IEC-ARA2 : Pas de preuve d’efficacité sur la cardiopathie amyloïde et risque d’hypotension artérielle. Réévaluer l’indication initiale si autre pathologie associée.
Sacubitril-Valsartan : Plutôt contre-indiqué (le Sacubritil pourrait inhiber la dégradation des fibrilles amyloides) et pas de preuve d’efficacité (dans PARAGON-HF, les amyloses cardiaques non exclues pourraient participer à la négativité de l’étude).
Anticoagulant et FA/Flutter
Indication : L’amylose cardiaque est une pathologie à haut risque thrombogène. Une fibrillation auriculaire est fréquemment observée au cours du suivi des amyloses cardiaques (jusqu’à 70% des cas), quel que soit le type d’amylose et sa prévalence augmente avec l’évolutivité de la maladie. Elle est source de complications thrombo-emboliques, les thrombis pouvant être observés de manière diffuse dans les deux oreillettes, même sous anticoagulation efficace. Des thrombis intra-cardiaques peuvent être observés en rythme sinusal, en cas d’altération sévère de la contractilité auriculaire, notamment dans les amyloses AL.
Bénéfice-Risque : Une anticoagulation efficace est recommandée en cas de trouble du rythme auriculaire avéré, quel que soit le score CHA2DS2-VASC du patient. Les Anti-Vitamine K comme les AOD peuvent être utilisés avec une efficacité et une sécurité semblables. Une anticoagulation efficace peut être discutée au cas par cas chez les patients en rythme sinusal présentant un risque thrombogène jugé élevé (infiltration auriculaire marquée à l’IRM, perte d’une contractilité auriculaire efficace en ETT, antécédents emboliques suspects). Le risque hémorragique doit être évalué pour chaque patient, notamment en cas d’amylose AL sous chimiothérapie.
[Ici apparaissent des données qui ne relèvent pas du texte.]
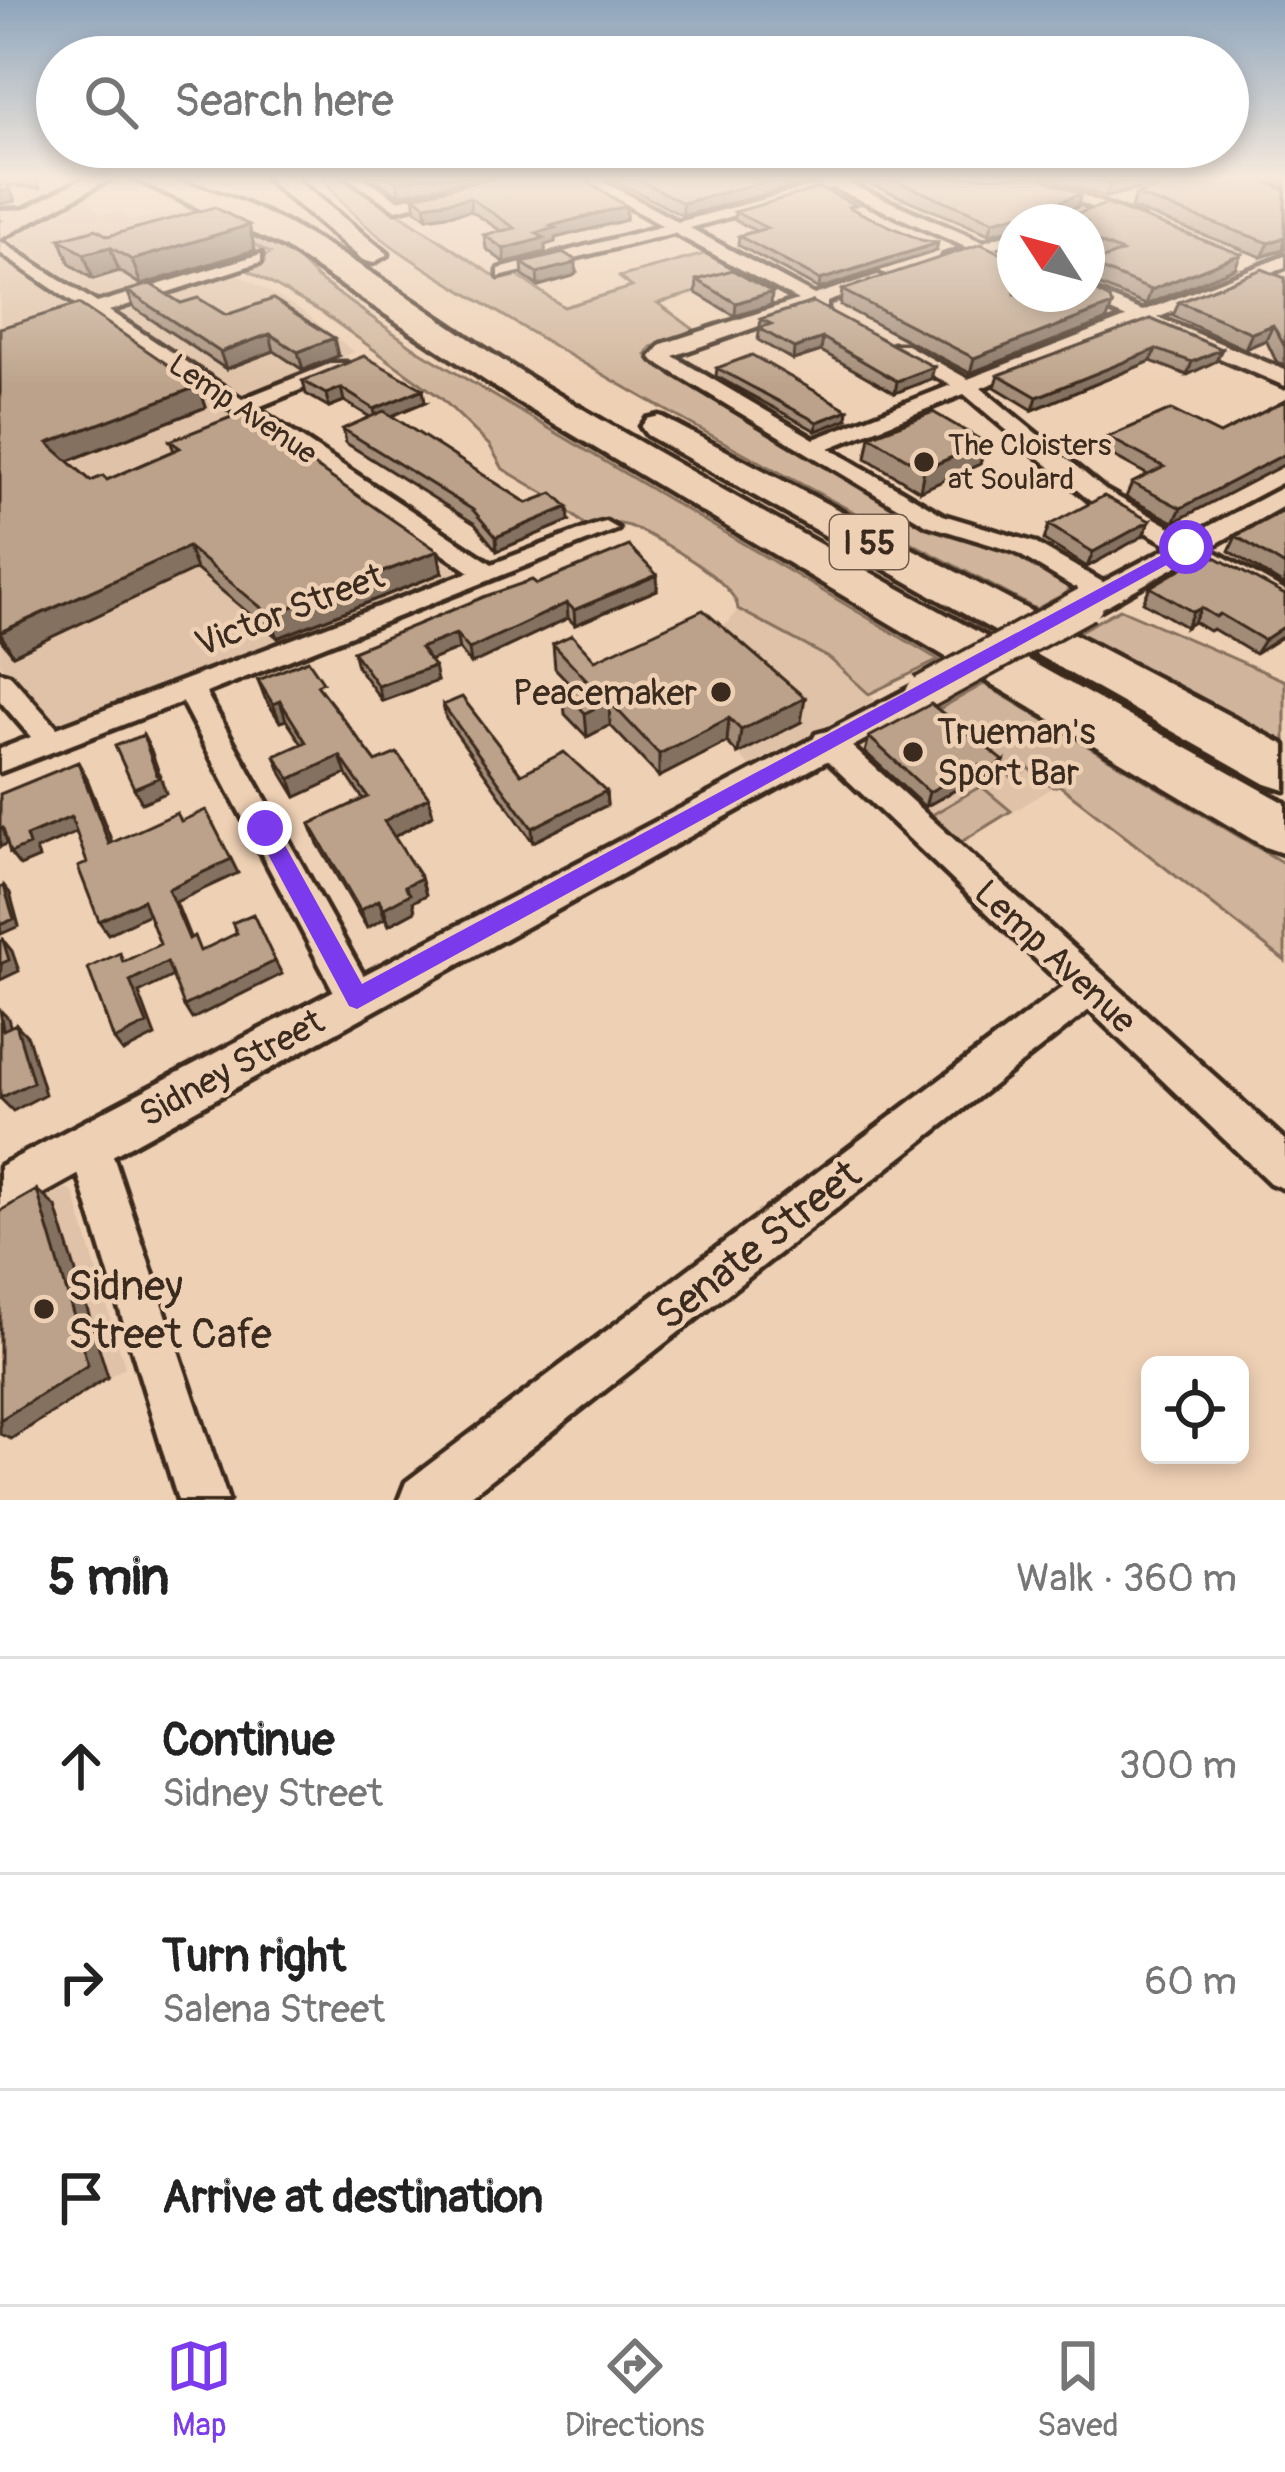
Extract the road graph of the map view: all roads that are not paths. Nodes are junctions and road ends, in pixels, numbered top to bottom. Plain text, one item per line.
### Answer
1 (2, 247) edge
2 (307, 247) edge
3 (314, 247) edge
4 (365, 247) edge
5 (602, 247) edge
6 (712, 247) edge
7 (983, 247) edge
8 (980, 248) junction
9 (321, 253) junction
10 (997, 255) edge
11 (256, 258) dead end
12 (944, 259) edge
13 (1274, 263) edge
14 (505, 273) dead end
15 (898, 274) edge
16 (812, 302) junction
17 (1105, 302) edge
18 (96, 309) junction
19 (832, 313) edge
20 (1141, 317) junction
21 (58, 321) edge
22 (873, 335) edge
23 (361, 358) edge
24 (1285, 380) edge
25 (968, 386) junction
26 (238, 407) junction
27 (812, 447) junction
28 (1285, 494) edge
29 (606, 529) dead end
30 (1186, 547) junction
31 (486, 571) junction
32 (1095, 599) junction
33 (1285, 602) edge
34 (0, 682) edge
35 (188, 687) junction
36 (51, 741) junction
37 (827, 742) junction
38 (0, 761) edge
39 (1285, 770) edge
40 (1285, 831) edge
41 (1090, 988) junction
42 (357, 998) junction
43 (89, 1144) junction
44 (1285, 1168) edge
45 (0, 1193) edge
46 (202, 1500) edge
47 (424, 1500) edge

1 - 18 street, Lemp Avenue
2 - 9 highway
3 - 9 highway, I 55
4 - 39 highway, I 55
5 - 14 street
6 - 16 street
7 - 8 street
8 - 10 street
8 - 12 street
9 - 40 highway, I 55
11 - 18 street
13 - 20 street
15 - 16 street
16 - 19 street
16 - 27 street
17 - 20 street
18 - 21 street
18 - 26 street, Lemp Avenue
20 - 24 street
20 - 25 street
22 - 25 street
23 - 26 street
25 - 27 street
25 - 30 street
26 - 31 street, Lemp Avenue
27 - 32 street
28 - 30 street, Sidney Street
29 - 31 street, Victor Street
30 - 32 street, Sidney Street
30 - 33 street
31 - 35 street, Victor Street
32 - 37 street, Sidney Street, bridge
34 - 36 street
35 - 36 street, Victor Street
35 - 42 street
36 - 38 street, Victor Street
37 - 41 street, Lemp Avenue
37 - 42 street, Sidney Street
41 - 44 street, Lemp Avenue
41 - 47 street, Senate Street
42 - 43 street, Sidney Street
43 - 45 street, Sidney Street
43 - 46 street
FA et Flutter : Si la présence d’une arythmie auriculaire n’est pas associée à une surmortalité des amyloses cardiaques, des hospitalisations pour décompensation cardiaque sont plus fréquentes, la perte de la contraction auriculaire étant délétère pour le débit cardiaque. Des fréquences cardiaques plus élevées sont généralement tolérées car mieux supportées. Le traitement repose sur une anticoagulation curative et la Cordarone est recommandée en 1e intention pour réduire ou même pour ralentir une FA rapide symptomatique. Une FA lente peut justifier de l’implantation d’un pacemaker. Une FA rapide mal tolérée peut justifier d’un avis d’expert (minime dose béta-bloquant, ablation du NAV).
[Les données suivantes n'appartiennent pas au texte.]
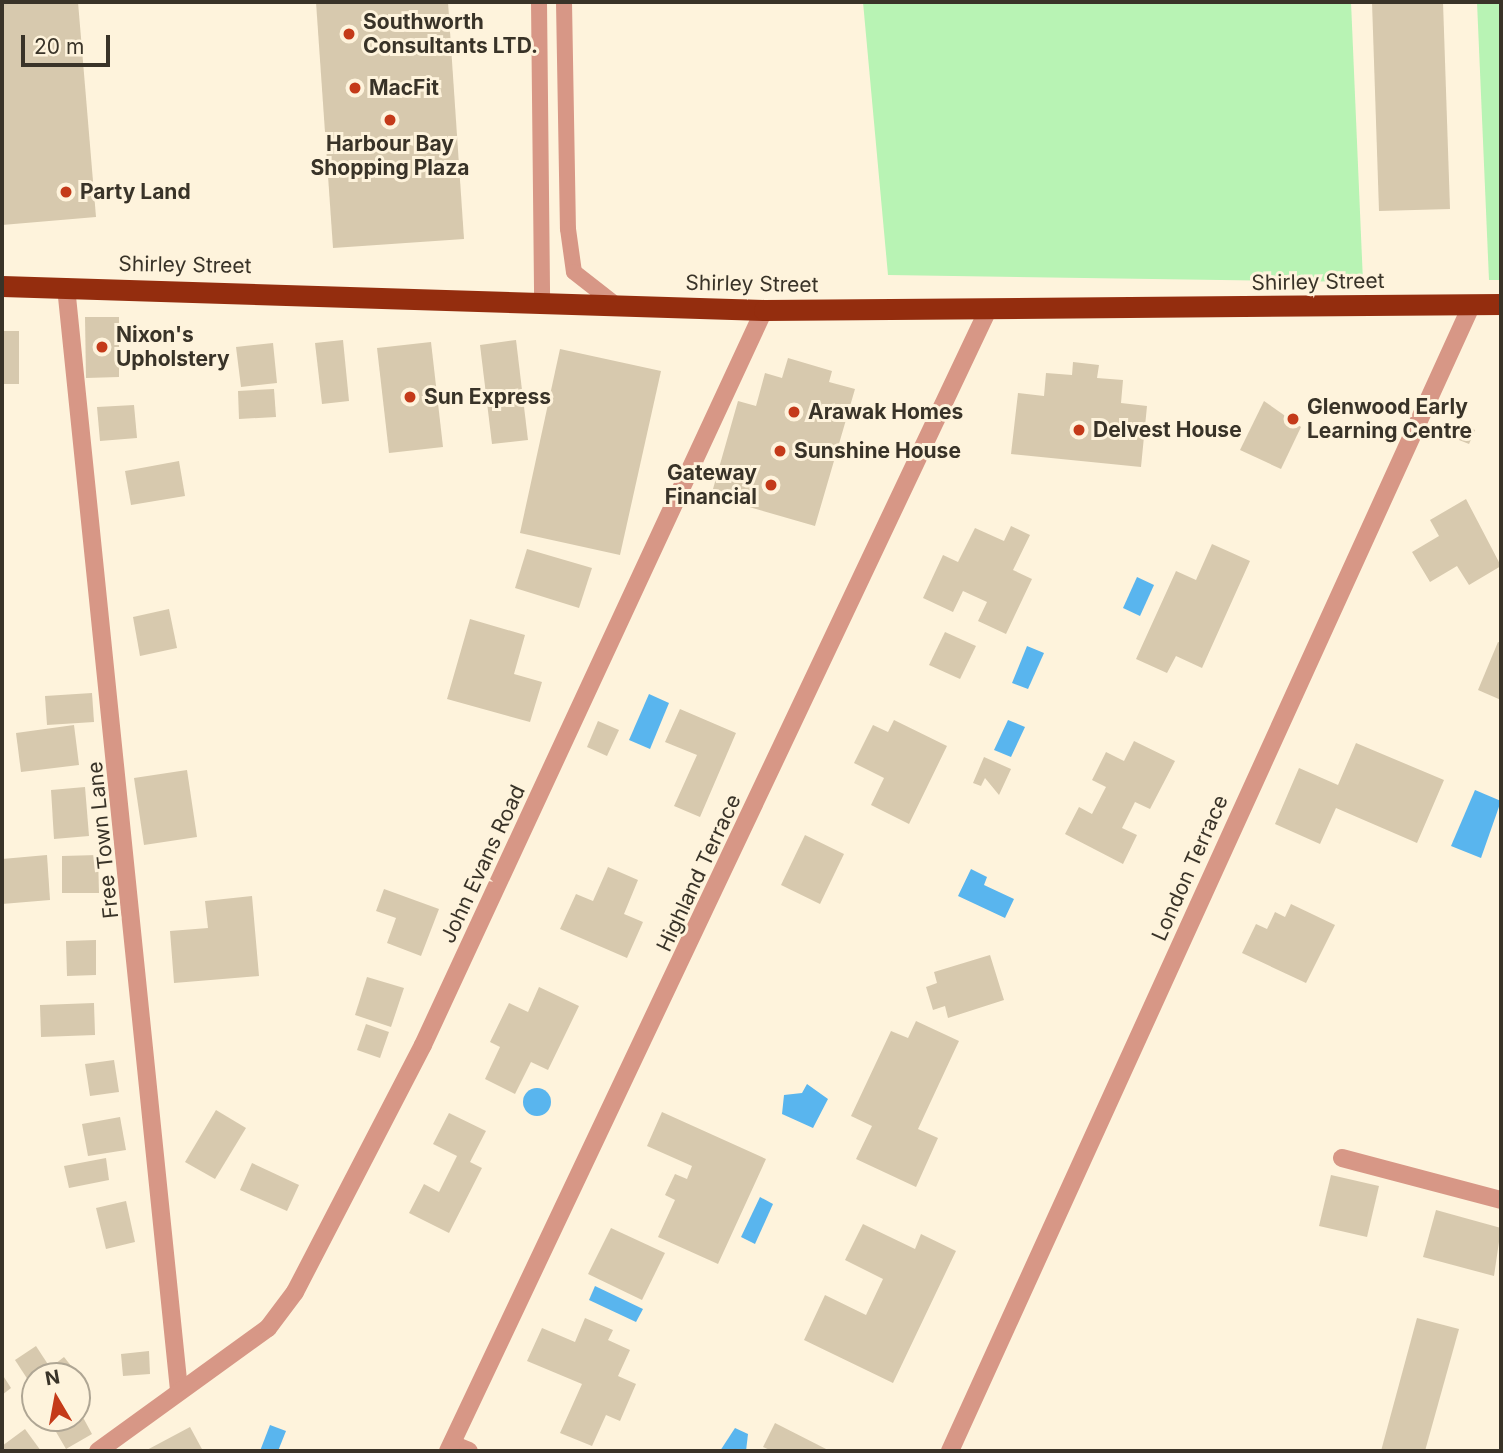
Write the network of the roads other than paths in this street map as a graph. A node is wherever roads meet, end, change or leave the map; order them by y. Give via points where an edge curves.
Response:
1 (539, 2) edge
2 (564, 2) edge
3 (2, 286) edge
4 (66, 287) junction
5 (542, 302) junction
6 (615, 304) junction
7 (1472, 304) junction
8 (1501, 304) edge
9 (764, 310) junction
10 (987, 312) junction
11 (1342, 1158) dead end
12 (1501, 1200) edge
13 (179, 1390) junction
14 (456, 1449) edge
15 (98, 1451) edge
16 (950, 1451) edge

1 - 5 lane
2 - 6 lane via 568,229 574,272
3 - 4 highway, Shirley Street
4 - 5 highway, Shirley Street
4 - 13 street, Free Town Lane
5 - 6 highway, Shirley Street
6 - 9 highway, Shirley Street
7 - 8 highway, Shirley Street
7 - 10 highway, Shirley Street
7 - 16 street, London Terrace
9 - 10 highway, Shirley Street
9 - 13 street, John Evans Road via 423,1045 295,1292 268,1328
10 - 14 street, Highland Terrace
11 - 12 street
13 - 15 street, John Evans Road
Prise en charge rythmologique
Cardioversion électrique : Il peut être raisonnable de tenter la restauration du rythme sinusal en cas de FA de novo ou précocément dans l’évolutivité de la maladie. Une ETO avant cardioversion est recommandée pour s’assurer de l’absence de thrombis intra-cardiaques, malgré une anticoagulation efficace. Des complications rythmiques sont plus fréquemment observées après cardioversion, il faudra se méfier du risque de bradycardie/dysfonction sinusale pouvant être mal tolérés et justifier d’une implantation de pacemaker préventive.
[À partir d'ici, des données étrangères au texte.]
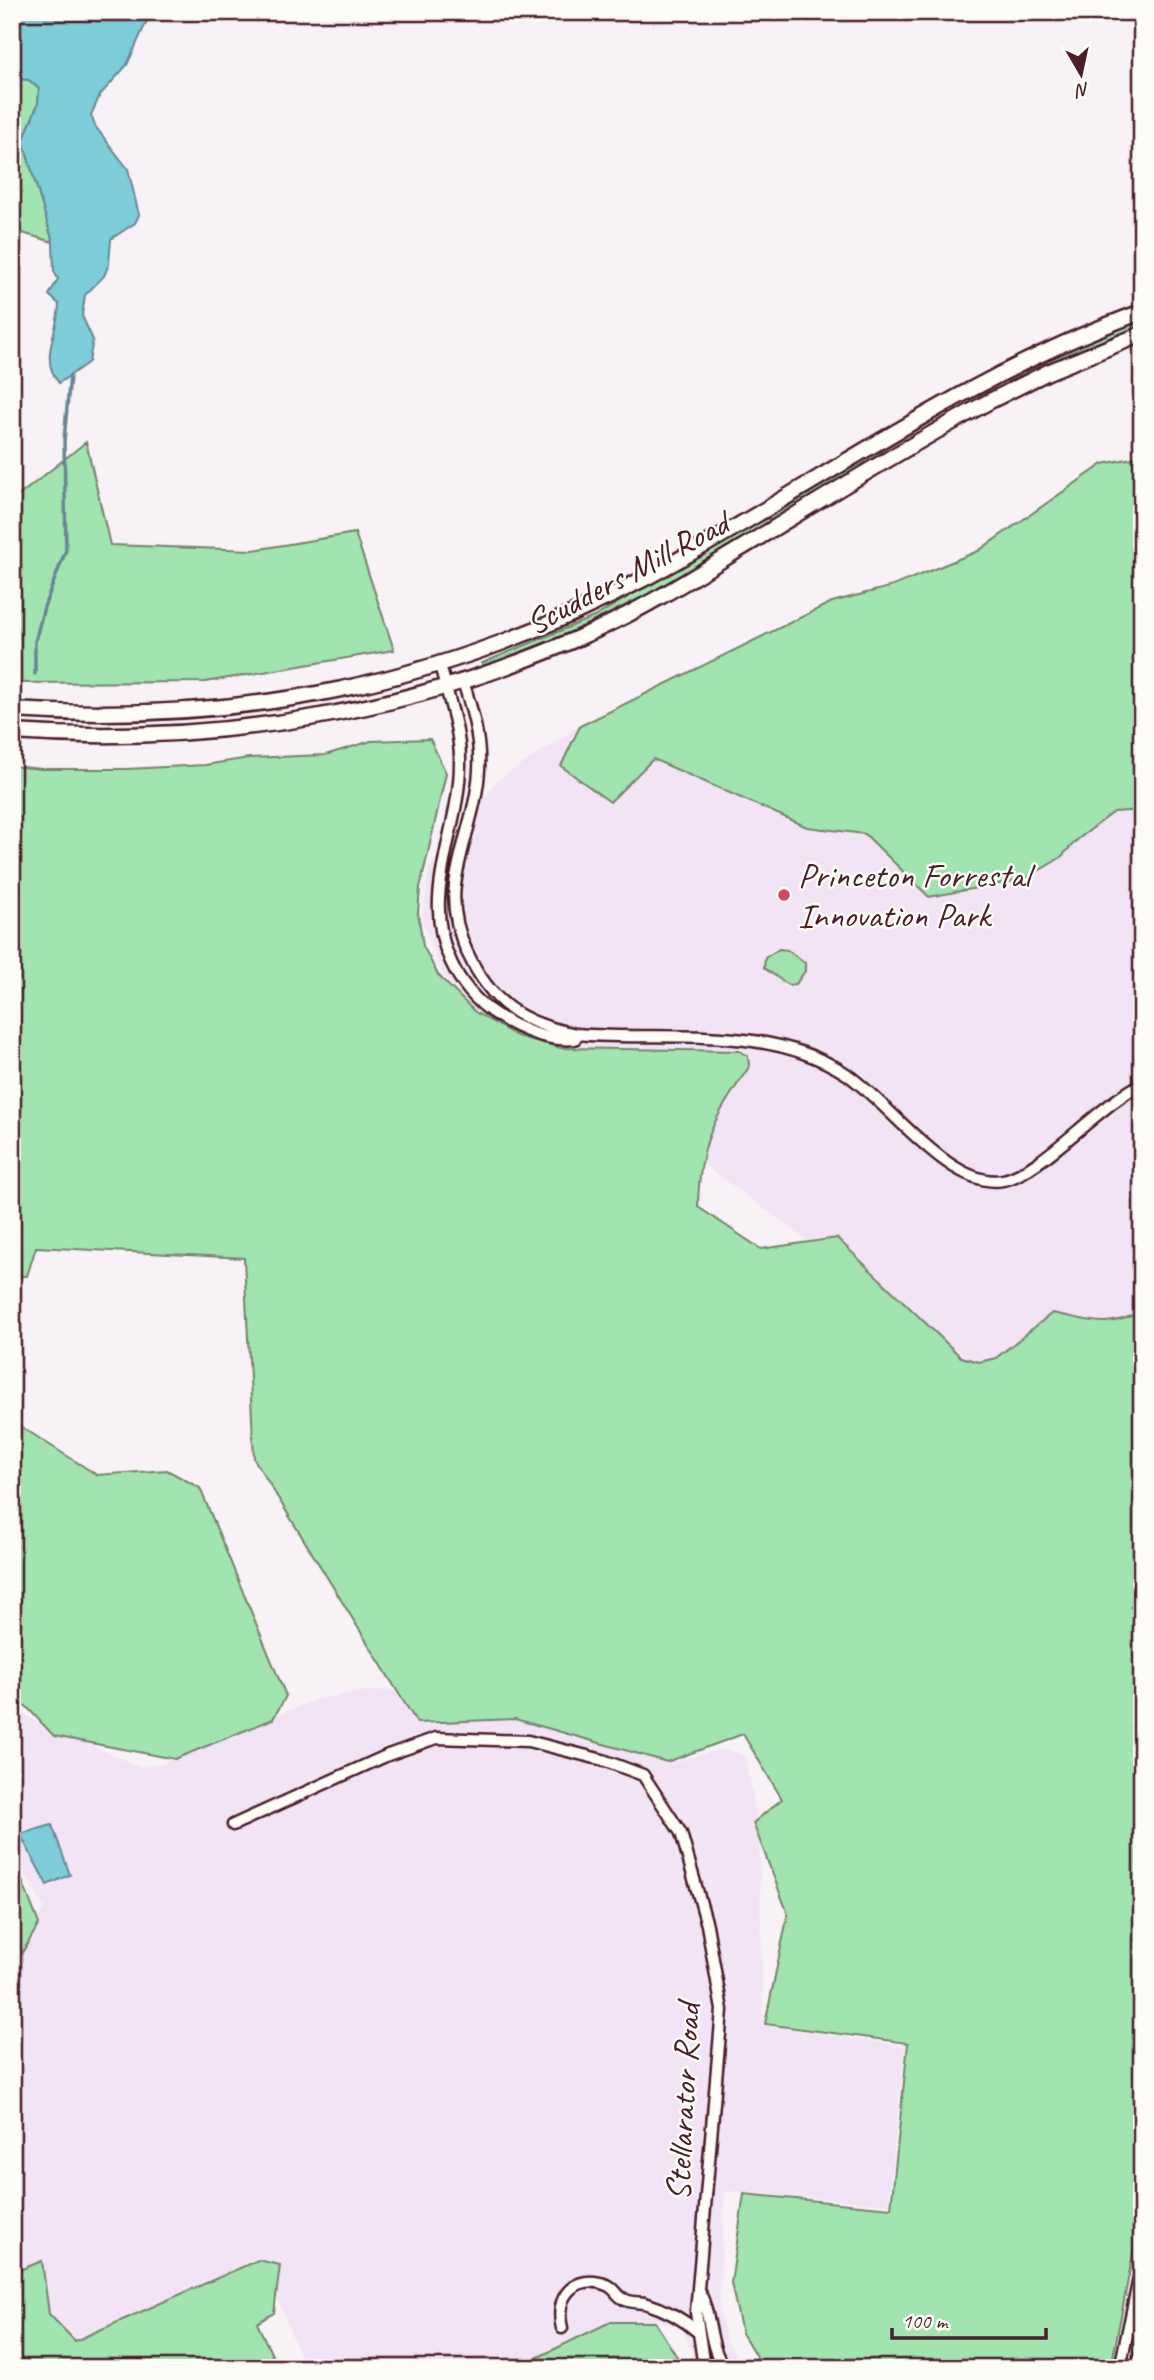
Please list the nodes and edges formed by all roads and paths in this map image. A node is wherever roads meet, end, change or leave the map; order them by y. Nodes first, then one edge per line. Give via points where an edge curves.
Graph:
1 (1142, 312) edge
2 (1142, 334) edge
3 (440, 664) junction
4 (463, 681) junction
5 (445, 687) junction
6 (12, 710) edge
7 (12, 732) edge
8 (597, 1036) junction
9 (1142, 1084) edge
10 (233, 1825) dead end
11 (1142, 2264) edge
12 (700, 2293) junction
13 (562, 2328) dead end
14 (698, 2332) junction
15 (1142, 2346) edge
16 (704, 2355) junction
17 (704, 2368) edge
18 (710, 2368) edge
19 (726, 2368) edge
20 (1120, 2368) edge
21 (1137, 2368) edge

1 - 3 main road, Scudders Mill Road via 1053,346 974,386 653,574 577,613
2 - 4 main road, Scudders Mill Road via 1048,372 934,432 626,615 550,650
3 - 5 street
3 - 6 main road, Scudders Mill Road via 384,681 263,704 119,713
4 - 5 main road, Scudders Mill Road
4 - 8 street via 479,762 455,885 460,936 474,968 500,1002 536,1024
5 - 7 main road, Scudders Mill Road via 328,716 203,733 86,736
5 - 8 street via 460,754 458,787 437,890 441,941 455,971 477,999 512,1025 568,1040
8 - 9 street via 758,1040 801,1051 863,1086 952,1167 990,1181 1024,1172 1112,1100
10 - 12 street, Stellarator Road via 436,1738 528,1741 643,1775 681,1833 707,1925 722,2010
11 - 20 street
12 - 14 street, Stellarator Road
12 - 19 street, Stellarator Road
13 - 14 street via 559,2318 564,2295 579,2283 604,2284 624,2299 684,2320
14 - 16 street, Stellarator Road
15 - 21 street
16 - 17 street, Stellarator Road
16 - 18 street, Stellarator Road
Ablation Flutter/FA : Une restauration du rythme sinusal par stratégie ablative peut être discutée avec un centre expert. Les résultats sont moins bons que dans la FA classique avec un risque de récurrence plus élevé. Ils semblent meilleurs dans les formes précoces de la maladie (infiltration moindre des oreillettes).
PM: L’infiltration des faisceaux électriques par les dépôts amyloïdes entraînent des troubles conductifs évolutifs. Ceux-ci peuvent être mal tolérés avec un risque de choc cardiogénique en cas de BAV de haut degré (bradychardie et perte de la systole atriale). Un suivi régulier par ECG et Holter ECG est recommandé. Des explorations invasives peuvent être proposées au cas par cas. Il est raisonnable de prévenir ces troubles conductifs en implantant un pacemaker de manière plus précoce que ce qui est recommandé de façon générale.
CRT : Une thérapie de resynchronisation ventriculaire peut être proposée au cas par cas en cas de FEVG < 35% après avis expert.
DAI : Des troubles du rythme ventriculaire peuvent être observés quel que soit le type d’amylose (AL > ATTR héréditaire> ATTR sauvage). L’implantation d’un DAI peut être proposée en prévention secondaire ou en prévention primaire si la FEVG est < 35%. Ceci peut se discuter au cas par cas après avis expert en cas de critères de gravité (strain très altéré, amylose AL IIIA).